Breathing Life into Wood and Gold--Sculptor Wu Ching
Kuo Li-chuan / photos courtesy of Wu Ching / tr. by Jonathan Barnard
February 2004

On the vast Chianan Plain with its endless views of green rice paddies redolent with rice blossoms, Wu Ching, a teacher of fine carving, kneels on the ground, head bent and eyes intently scanning the earth beneath him. A line of ants are marching across the ground. It could be accurately stated that the ants are focused on their work and completely oblivious to Wu Ching. Meanwhile, Wu Ching, who is likewise focused on his work, doesn't know how many pairs of eyes might scan this article about him over the course of several years.
Born in 1956 in the village of Hsipei in Hsinkang, Chiayi County, Wu Ching was an intense questioner before he ever attended school: "How much space is there?" he would ask. "What is the meaning of life?" His parents-farmers-were too busy working the fields in order to put food on the table to answer his questions. They exerted little control over him, and he had an obstinate personality, such that when he went to elementary school he would often boss around the older students. In school he majored in having a good time, and once he played hooky for a whole term, spending his days reading comic books, stealing fruit with friends, and using air guns to shoot birds. He was like a wild horse that refused to be bridled.

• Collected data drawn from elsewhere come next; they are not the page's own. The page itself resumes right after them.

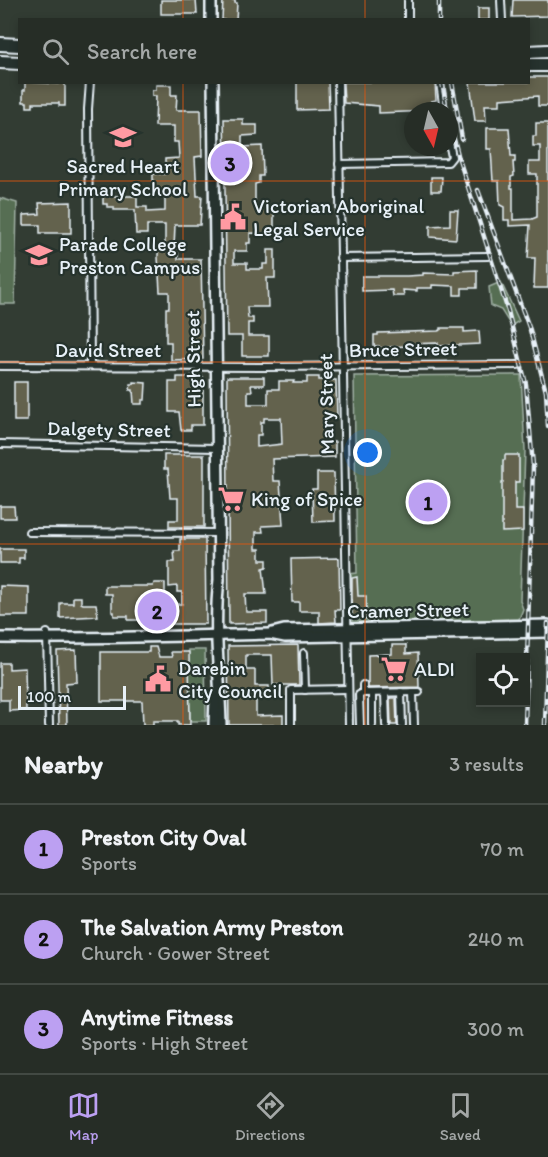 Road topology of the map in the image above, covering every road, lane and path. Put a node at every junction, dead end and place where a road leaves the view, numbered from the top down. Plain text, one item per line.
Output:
1 (211, 0) edge
2 (408, 0) edge
3 (501, 0) edge
4 (211, 18) edge
5 (408, 18) edge
6 (502, 18) edge
7 (0, 44) edge
8 (18, 45) edge
9 (548, 51) edge
10 (530, 52) edge
11 (0, 62) edge
12 (18, 63) edge
13 (530, 65) edge
14 (548, 65) edge
15 (213, 84) edge
16 (220, 84) edge
17 (338, 84) edge
18 (440, 84) edge
19 (88, 85) edge
20 (213, 96) junction
21 (443, 102) edge
22 (452, 156) edge
23 (339, 164) junction
24 (488, 256) dead end
25 (340, 258) junction
26 (518, 365) dead end
27 (0, 366) edge
28 (90, 366) junction
29 (214, 366) junction
30 (342, 366) junction
31 (0, 444) edge
32 (215, 448) junction
33 (29, 532) dead end
34 (215, 533) junction
35 (548, 625) edge
36 (548, 632) edge
37 (0, 633) edge
38 (346, 633) junction
39 (217, 635) junction
40 (47, 636) junction
41 (0, 638) edge
42 (304, 653) dead end
43 (217, 680) junction
44 (363, 685) dead end
45 (347, 689) junction
46 (305, 690) junction
47 (363, 693) junction
48 (372, 693) junction
49 (385, 693) junction
50 (401, 693) junction
51 (49, 725) edge
52 (214, 725) edge
53 (221, 725) edge
54 (291, 725) edge
55 (349, 725) edge
56 (360, 725) edge
57 (372, 725) edge
58 (386, 725) edge
59 (402, 725) edge
60 (414, 725) edge

1 - 4 street
2 - 5 street
3 - 6 street
7 - 8 highway
9 - 10 highway
11 - 12 highway
13 - 14 highway
15 - 20 street, High Street
16 - 20 street
17 - 23 street, Mary Street
18 - 21 street
19 - 28 street
20 - 29 street, High Street
22 - 23 street
23 - 25 street, Mary Street
24 - 25 street
25 - 30 street, Mary Street
26 - 30 street, Bruce Street
27 - 28 street, David Street
28 - 29 street, David Street
29 - 30 street, Bruce Street
29 - 32 street, High Street
30 - 38 street, Mary Street
31 - 32 street, Dalgety Street
32 - 34 street, High Street
33 - 34 street
34 - 39 street, High Street
35 - 38 street, Cramer Street
36 - 38 street, Cramer Street
37 - 40 street
38 - 39 street, Cramer Street
38 - 45 street, Mary Street
39 - 40 street, Cramer Street
39 - 43 street, High Street
40 - 41 street
40 - 51 street
42 - 46 street
43 - 52 street, High Street
43 - 53 street, High Street
44 - 47 street
45 - 46 street
45 - 55 street, Mary Street
46 - 54 street
47 - 48 street
47 - 56 street
48 - 49 street
48 - 57 street
49 - 50 street
49 - 58 street
50 - 59 street
50 - 60 street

For Moth Orchid, which used 5.6 kilograms of pure gold, Wu insisted on using the "running water" method of welding. As a result, this gold carving of an orchid was more difficult to build than a highrise.
In the 1970s, when Taiwan was exporting record amounts of high-quality, intricately carved rosewood and ebony furniture, the 17-year-old Wu Ching set aside his ambitions of attending an art college and moved up north to Taipei. There he had a job lined up at a friend's rosewood furniture shop in Neihu, where he would learn how to carve in relief. Just a week later, he switched jobs to begin working at a furniture workshop in Hsinchu, where he started by carving the faces of the "Eight Beauties." He would later move around Taiwan learning from the masters in such places as Taichung, Tainan and Pingtung.
When he was 19, he was apprenticing at a rosewood shop in Peitou. That year he visited the National Palace Museum for the first time. Observing the exquisite classical carvings of jade cabbages, ivory balls within balls, and walnut-shell carvings, he thought to himself: "If one of my carvings could be collected by the National Palace Museum, then my life would be fulfilled!" People live for less than a century, but works collected by the museum would be passed down for thousands of years.
One day after visiting the museum, Wu Ching was strolling along the riverbank when he saw a little white ball moving, seemingly under its own power. When he looked more carefully, he observed a group of ants moving a gecko egg. They then proceeded to push it up a sheer slope. Wu Ching found the scene extremely poignant, in that something as small as ants could-through group solidarity-move something as large as a gecko egg. Moreover he was taken with the beauty of the ants, whose animated appearance gave him the urge to carve them. He began to go out with a magnifying glass, looking for ants everywhere.
In 1978, on leave from military service, Wu Ching began to carve ants. At first, because his technique was crude due to never having learned three-dimensional carving, he was unsuccessful. But after spending more than two months at it, he finally succeeded in carving a wooden ant for a work that he called Soar and Roar. "In the natural world, an ant couldn't have had the posture I gave it," Wu recalls. "The work conveyed a conceptual form." He hadn't yet gained a deep understanding of ants, so their proportions weren't very accurate.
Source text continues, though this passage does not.